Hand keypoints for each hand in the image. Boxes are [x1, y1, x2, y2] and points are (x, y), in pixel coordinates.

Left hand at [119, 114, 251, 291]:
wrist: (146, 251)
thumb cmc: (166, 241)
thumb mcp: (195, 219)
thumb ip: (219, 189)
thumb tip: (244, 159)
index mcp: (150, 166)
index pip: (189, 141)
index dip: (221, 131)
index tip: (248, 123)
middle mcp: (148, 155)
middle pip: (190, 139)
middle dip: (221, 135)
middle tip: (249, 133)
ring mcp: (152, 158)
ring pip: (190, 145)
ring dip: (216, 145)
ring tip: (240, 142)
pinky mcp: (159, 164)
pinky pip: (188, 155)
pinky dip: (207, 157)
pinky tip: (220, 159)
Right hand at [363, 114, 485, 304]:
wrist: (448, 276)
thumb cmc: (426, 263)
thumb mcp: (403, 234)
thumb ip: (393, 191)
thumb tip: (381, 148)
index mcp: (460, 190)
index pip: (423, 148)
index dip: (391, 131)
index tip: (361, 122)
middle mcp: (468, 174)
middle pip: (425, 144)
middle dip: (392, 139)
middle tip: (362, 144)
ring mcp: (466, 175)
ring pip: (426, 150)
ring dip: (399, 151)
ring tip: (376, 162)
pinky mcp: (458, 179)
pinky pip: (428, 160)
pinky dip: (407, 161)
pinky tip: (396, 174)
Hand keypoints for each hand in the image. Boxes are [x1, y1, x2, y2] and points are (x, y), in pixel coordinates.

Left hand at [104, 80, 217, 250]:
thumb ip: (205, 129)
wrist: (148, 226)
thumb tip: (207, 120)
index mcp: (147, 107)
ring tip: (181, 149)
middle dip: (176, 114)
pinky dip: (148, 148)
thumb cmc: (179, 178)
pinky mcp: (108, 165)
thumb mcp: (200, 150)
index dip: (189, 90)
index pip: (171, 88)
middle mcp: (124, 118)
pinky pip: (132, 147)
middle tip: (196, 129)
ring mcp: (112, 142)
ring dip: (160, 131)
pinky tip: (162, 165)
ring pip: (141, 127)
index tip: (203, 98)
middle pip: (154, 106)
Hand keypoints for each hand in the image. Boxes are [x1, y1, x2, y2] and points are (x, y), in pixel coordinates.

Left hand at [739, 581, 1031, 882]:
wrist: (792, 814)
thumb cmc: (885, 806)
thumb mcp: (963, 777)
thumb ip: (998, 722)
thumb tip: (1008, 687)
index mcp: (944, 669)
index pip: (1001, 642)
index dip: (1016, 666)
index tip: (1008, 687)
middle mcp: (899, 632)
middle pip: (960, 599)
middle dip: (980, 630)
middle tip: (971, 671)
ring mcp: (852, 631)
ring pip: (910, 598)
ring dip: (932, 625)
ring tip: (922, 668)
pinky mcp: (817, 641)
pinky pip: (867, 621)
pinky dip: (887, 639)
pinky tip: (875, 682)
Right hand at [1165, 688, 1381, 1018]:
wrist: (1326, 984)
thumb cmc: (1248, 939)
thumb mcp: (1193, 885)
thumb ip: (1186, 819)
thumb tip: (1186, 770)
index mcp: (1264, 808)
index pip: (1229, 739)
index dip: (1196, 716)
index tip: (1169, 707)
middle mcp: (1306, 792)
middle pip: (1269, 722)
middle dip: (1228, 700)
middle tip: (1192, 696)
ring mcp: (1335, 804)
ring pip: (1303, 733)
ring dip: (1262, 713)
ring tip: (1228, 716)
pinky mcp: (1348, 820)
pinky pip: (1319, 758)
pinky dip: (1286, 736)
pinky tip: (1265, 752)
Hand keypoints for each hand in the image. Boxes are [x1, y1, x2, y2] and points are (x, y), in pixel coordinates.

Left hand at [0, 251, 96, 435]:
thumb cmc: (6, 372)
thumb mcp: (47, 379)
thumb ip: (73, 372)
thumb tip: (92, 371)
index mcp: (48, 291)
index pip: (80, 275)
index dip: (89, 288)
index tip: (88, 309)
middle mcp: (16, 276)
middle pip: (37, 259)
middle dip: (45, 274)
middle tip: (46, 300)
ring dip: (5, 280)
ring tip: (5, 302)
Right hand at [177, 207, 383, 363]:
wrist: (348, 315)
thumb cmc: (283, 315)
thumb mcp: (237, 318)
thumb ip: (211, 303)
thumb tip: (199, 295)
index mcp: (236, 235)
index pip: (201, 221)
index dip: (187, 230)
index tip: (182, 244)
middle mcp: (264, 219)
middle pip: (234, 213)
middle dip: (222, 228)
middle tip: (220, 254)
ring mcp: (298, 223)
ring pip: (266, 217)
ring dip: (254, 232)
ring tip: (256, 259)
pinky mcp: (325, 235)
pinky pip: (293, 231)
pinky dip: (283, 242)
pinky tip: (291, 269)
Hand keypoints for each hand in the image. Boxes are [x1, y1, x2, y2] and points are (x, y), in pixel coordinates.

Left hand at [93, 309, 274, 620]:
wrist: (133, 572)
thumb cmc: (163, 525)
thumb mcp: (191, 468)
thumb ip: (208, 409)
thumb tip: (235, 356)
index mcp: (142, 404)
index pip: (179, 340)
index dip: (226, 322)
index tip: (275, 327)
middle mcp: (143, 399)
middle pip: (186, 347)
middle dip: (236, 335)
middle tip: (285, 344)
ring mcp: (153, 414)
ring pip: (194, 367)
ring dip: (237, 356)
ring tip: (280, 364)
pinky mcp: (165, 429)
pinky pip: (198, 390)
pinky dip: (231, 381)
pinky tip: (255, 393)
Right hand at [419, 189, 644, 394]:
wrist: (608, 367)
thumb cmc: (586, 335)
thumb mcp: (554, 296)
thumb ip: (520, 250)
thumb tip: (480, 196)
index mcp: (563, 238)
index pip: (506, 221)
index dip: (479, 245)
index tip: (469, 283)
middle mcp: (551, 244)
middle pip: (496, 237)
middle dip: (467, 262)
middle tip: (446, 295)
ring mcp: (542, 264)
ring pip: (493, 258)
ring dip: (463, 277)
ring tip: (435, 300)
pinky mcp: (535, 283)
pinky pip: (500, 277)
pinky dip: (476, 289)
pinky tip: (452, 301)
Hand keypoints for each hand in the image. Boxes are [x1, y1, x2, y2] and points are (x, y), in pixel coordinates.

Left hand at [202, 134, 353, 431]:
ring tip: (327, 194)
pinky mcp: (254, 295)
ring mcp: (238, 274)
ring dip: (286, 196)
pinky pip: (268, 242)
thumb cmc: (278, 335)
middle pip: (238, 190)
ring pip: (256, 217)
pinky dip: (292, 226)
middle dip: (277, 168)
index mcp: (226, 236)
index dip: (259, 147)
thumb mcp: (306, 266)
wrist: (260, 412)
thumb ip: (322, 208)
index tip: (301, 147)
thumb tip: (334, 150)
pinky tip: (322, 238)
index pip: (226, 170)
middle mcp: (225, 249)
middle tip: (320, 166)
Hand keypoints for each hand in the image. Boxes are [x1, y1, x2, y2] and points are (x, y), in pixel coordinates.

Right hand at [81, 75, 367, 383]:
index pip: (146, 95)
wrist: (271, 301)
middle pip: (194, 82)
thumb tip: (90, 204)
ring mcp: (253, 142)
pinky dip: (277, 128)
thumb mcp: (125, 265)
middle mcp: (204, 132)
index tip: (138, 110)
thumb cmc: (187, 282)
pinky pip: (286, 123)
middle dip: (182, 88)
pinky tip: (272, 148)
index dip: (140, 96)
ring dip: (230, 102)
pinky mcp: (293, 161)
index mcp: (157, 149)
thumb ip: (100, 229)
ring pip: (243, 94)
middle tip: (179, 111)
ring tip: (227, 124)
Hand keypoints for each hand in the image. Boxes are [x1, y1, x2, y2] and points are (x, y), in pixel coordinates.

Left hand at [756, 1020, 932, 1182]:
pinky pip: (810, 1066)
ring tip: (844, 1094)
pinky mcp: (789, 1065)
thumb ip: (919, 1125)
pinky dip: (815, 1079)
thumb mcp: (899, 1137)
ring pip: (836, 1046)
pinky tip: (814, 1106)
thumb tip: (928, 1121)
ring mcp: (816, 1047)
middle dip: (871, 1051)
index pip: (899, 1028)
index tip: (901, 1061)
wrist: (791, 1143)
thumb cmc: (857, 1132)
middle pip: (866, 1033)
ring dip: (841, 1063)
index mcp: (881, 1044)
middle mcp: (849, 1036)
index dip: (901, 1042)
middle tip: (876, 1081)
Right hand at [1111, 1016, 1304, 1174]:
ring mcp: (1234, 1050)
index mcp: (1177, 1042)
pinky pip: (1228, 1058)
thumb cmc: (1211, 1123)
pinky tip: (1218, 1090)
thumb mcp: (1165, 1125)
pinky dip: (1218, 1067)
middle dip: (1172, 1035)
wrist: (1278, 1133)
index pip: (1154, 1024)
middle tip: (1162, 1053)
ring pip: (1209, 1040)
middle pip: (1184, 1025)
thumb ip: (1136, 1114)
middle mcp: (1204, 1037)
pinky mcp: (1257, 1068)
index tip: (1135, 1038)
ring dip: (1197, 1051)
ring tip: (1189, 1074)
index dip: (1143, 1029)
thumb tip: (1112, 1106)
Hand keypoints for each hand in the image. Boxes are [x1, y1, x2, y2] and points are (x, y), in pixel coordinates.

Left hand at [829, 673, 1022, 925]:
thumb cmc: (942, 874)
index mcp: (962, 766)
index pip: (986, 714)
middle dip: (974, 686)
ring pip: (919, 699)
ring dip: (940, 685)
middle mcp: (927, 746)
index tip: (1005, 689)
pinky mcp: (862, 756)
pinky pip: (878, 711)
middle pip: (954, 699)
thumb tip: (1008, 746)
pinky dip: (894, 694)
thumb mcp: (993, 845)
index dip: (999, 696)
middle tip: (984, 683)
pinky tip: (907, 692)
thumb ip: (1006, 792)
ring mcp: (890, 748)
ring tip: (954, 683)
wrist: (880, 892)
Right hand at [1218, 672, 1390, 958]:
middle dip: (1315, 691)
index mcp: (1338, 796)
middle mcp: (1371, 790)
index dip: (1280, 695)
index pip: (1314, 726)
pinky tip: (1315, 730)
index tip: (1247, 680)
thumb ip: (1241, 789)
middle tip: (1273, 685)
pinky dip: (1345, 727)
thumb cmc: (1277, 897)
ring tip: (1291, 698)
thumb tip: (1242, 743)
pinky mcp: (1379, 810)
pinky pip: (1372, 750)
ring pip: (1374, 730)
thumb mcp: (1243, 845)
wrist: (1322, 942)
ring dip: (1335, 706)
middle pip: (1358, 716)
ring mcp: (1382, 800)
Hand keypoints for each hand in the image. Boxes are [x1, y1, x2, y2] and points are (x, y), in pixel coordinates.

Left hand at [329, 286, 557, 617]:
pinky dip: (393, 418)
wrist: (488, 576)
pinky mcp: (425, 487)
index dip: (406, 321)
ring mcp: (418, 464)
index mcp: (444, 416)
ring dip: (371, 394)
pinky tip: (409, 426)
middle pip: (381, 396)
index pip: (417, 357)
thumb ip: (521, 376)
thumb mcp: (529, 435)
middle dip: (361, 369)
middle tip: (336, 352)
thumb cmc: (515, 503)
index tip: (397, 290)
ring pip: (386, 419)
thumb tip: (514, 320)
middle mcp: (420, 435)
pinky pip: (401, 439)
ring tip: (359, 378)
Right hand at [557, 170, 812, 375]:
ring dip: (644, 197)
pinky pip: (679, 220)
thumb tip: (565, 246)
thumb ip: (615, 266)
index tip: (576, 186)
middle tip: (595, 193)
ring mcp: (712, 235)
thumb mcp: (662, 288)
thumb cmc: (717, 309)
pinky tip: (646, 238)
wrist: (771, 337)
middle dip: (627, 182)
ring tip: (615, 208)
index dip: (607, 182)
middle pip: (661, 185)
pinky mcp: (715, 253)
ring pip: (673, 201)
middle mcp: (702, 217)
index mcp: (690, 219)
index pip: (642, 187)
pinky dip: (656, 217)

WHAT NEEDS TO BE DONE:
Every line from the top of the material above through the line holding "thumb ip: (219, 189)" should be reproduced word for word, and nothing beyond it.

ANSWER TO THIS EXERCISE:
Hand keypoints for each hand in the image. Boxes are [x1, y1, x2, y2] and points are (x, y), in pixel coordinates.

Left hand at [119, 114, 251, 291]:
wrist: (146, 251)
thumb cmc: (166, 241)
thumb mcp: (195, 219)
thumb ip: (219, 189)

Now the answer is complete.